Gadis kecil itu menutup jendela kamarnya, mematikan lampu dan segera merangsek masuk ke dalam
selimut kumal nya. Dirasakannya nafas nya mulai sesak dan tubuhnya terasa lemas sekali. Sudah 2 bulan
ini ia absen transfusi darah, obat-obatan pun sudah tak mau diminumnya, ia sembunyikan di bawah kasur
lipatnya. Gadis kecil itu mungkin sudah bosan dengan rasa pahit obat-obatan itu. Disaat teman-teman
sebaya nya bebas bermain, berlari, makan permen berwarna warni seperti pelangi, ia lebih banyak harus
berdiam diri di rumah dan rutin minum obat. Ya, sudah sebulan ini bapak tersayang nya tidak nukang,
sehingga tidak bisa membiayai nya transfusi darah. Bapak tersayang nya hanya bekerja serabutan, lebih
sering sebagai kuli bangunan. Pekerjaan itu terpaksa ia lakukan untuk menyambung hidup keluarga
kecilnya. Penyakit TBC akut yang diderita nya sejak 4 tahun lalu telah melemahkan fisiknya. Sehingga
pekerjaan itu dirasakannya cukup berat. Jasa nya sebagai pemetik buah kelapa telah tergantikan oleh
kelihaian monyet-monyet dalam memanjat pohon yang disewa oleh pemilik kebun dengan bayaran yang
cukup tinggi. Kalaupun masih ada pemilik kebun yang mau memakai nya, ia diupah sangat rendah. Lebih
rendah dari upah monyet-monyet itu.

Gadis kecil itu membuka mata nya. Ternyata pagi sudah menjelang. Pendar indah sang rembulan telah
tergantikan oleh hangatnya mentari pagi yang menyapa. Kicau burung dan kokok ayam dari luar jendela
ramai bersahut-sahutan. Baju tidurnya basah oleh keringat. Nafasnya tersengal-sengal. dan tangannya
dirasakan sedingin es. Hari ini sebetulnya ia malas sekali untuk bangkit dari tempat tidurnya, tetapi ia
paksakan karena tidak ingin membuat ibunda nya khawatir. Ibunda yang sangat ia sayangi, yang selalu
berdoa untuk kesembuhannya di setiap akhir Shalat nya. yang menangis hampir setiap malam tatkala
kondisi putri kecil nya drop dan tidak ada biaya untuk berobat.

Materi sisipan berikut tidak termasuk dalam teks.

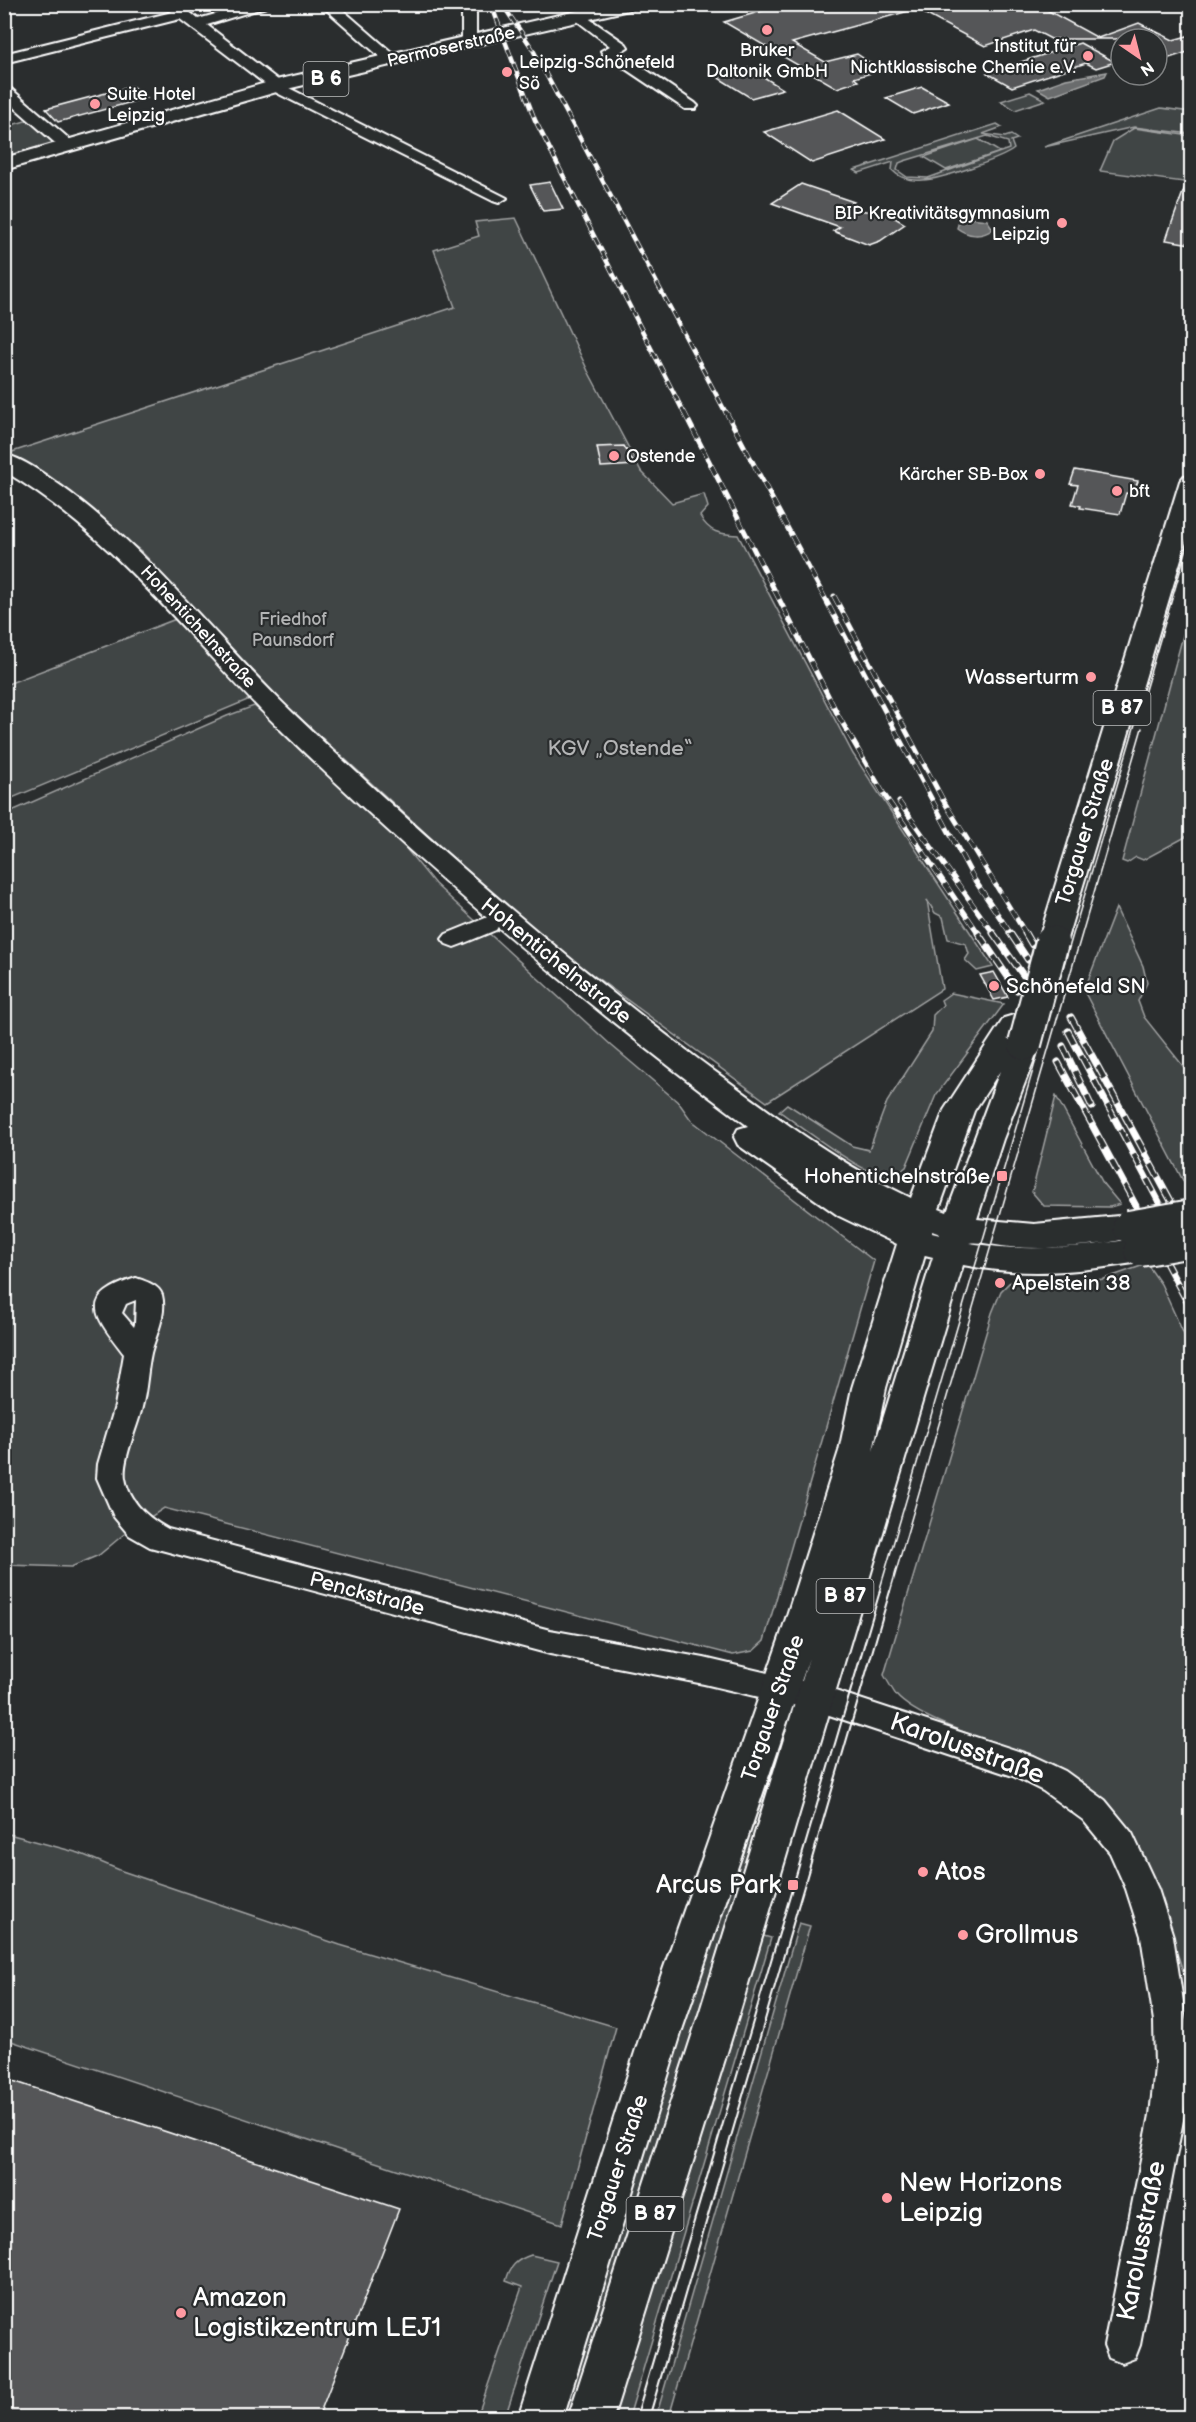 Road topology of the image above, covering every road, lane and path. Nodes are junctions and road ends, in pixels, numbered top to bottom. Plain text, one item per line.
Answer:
1 (170, 4) edge
2 (269, 4) edge
3 (327, 4) edge
4 (469, 4) edge
5 (633, 4) edge
6 (183, 14) junction
7 (581, 17) junction
8 (196, 24) junction
9 (469, 43) junction
10 (4, 59) edge
11 (382, 62) junction
12 (278, 86) junction
13 (7, 94) edge
14 (690, 106) dead end
15 (68, 146) junction
16 (4, 164) edge
17 (499, 198) dead end
18 (4, 461) edge
19 (1191, 481) edge
20 (406, 834) junction
21 (488, 925) junction
22 (454, 939) dead end
23 (1020, 1035) junction
24 (1191, 1216) edge
25 (917, 1227) junction
26 (1134, 1238) junction
27 (955, 1239) junction
28 (1191, 1241) edge
29 (138, 1352) dead end
30 (797, 1693) junction
31 (1122, 2345) dead end
32 (540, 2418) edge
33 (590, 2418) edge

1 - 6 street
2 - 8 street
3 - 11 street
4 - 9 street
5 - 7 main road, Permoserstraße / B 6
6 - 8 street
6 - 10 street
7 - 9 main road, Permoserstraße / B 6
7 - 14 street
8 - 12 street
9 - 11 main road, Permoserstraße / B 6
11 - 12 main road, Permoserstraße / B 6
12 - 15 main road, Permoserstraße / B 6
12 - 17 street
13 - 15 street
15 - 16 main road, Permoserstraße / B 6
18 - 20 main road, Hohentichelnstraße
19 - 23 main road, Torgauer Straße / B 87, bridge
20 - 21 main road, Hohentichelnstraße
20 - 25 main road, Hohentichelnstraße
21 - 22 street
21 - 25 main road, Hohentichelnstraße
23 - 25 main road, Torgauer Straße / B 87
23 - 27 main road, Torgauer Straße / B 87
24 - 26 main road, bridge
25 - 27 main road
25 - 30 main road, Torgauer Straße / B 87
26 - 27 main road
26 - 28 main road, bridge
27 - 30 main road, Torgauer Straße / B 87
29 - 30 street, Penckstraße
30 - 31 street, Karolusstraße
30 - 32 main road, Torgauer Straße / B 87
30 - 33 main road, Torgauer Straße / B 87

Gadis kecil itu pergi ke sumur di belakang rumah, menimba air 1 ember kecil untuk nya menyikat gigi
dan membasuh wajah. Sudah ia putuskan, hari ini ia akan menjadi gadis kecil yang ceria dan selalu
tersenyum. Diintipnya Ibunda nya dari balik pintu, malaikat itu sedang meniup api di tungku. sesekali ia
terbatuk-batuk karena asap dari tungku itu. Dihampirinya ibunda tersayangnya itu, Ia mencium pipi
ibunda yang sudah nampak banyak kerutan. bulan sayang ibu diucapkannya kata-kata itu sambil
tersenyum dengan sangat manis. Ibundanya mendekap erat putri kesayangannya itu. Gadis kecil itu dapat
mencium bau asap yang sangat menyengat dari baju ibundanya. Bau kerja keras ibunya menyiapkan
makanan untuk keluarga. Berkutat di dapur yang sempit dan pengap. Bau kasih sayang seorang Ibu untuk
keluarganya. Ibu.. hari ini bulan ingin dimanja seharian ya pinta gadis kecil itu. ibundanya mencium
kening putri kecilnya, tanda menyetujui.
Malam ini cuaca sangat bagus. Sang purnama telah mencapai fase tercantiknya. Masih setia
berdampingan dengan bintang-bintang kecil yang berkilauan di sekelilingnya. Katak dan jangkrik
mengambil tempat nya masing-masing dalam konser akbar malam ini. Angin membelai lembut dan
membisikkan nada-nada syahdu. Shymponi alam karya sang Maestro. Sang bunda duduk di teras, di
bawah naungan temaram sinar rembulan, dan gadis kecil berbaring di pangkuan ibundanya. Mereka
saling bercerita dan bersenandung. Sang bunda bercerita, 8 tahun lalu saat bulan kecil akan lahir ke dunia,
cuaca pun sebagus ini. Itulah sebabnya putri kecil itu diberi nama Rembulan. Sang bunda membelai
lembut rambut sang putri kecil, menciumi kening nya dan mendekap erat tubuhnya seakan tidak akan ada
hari lain untuk melakukannya. Gadis kecil itu merasakan nafasnya semakin sesak, tubuhnya dingin dan
lidah nya kelu. Ia menanggapi setiap cerita ibu nya hanya dengan anggukan dan senyuman. Tak terasa air
mata menetes membasahi pipinya. Ia menatap sang bunda dengan dalam dan berkata Ibu.. bulan masih
ingin menghitung bintang dan gadis kecil itu pun menutup mata untuk selamanya.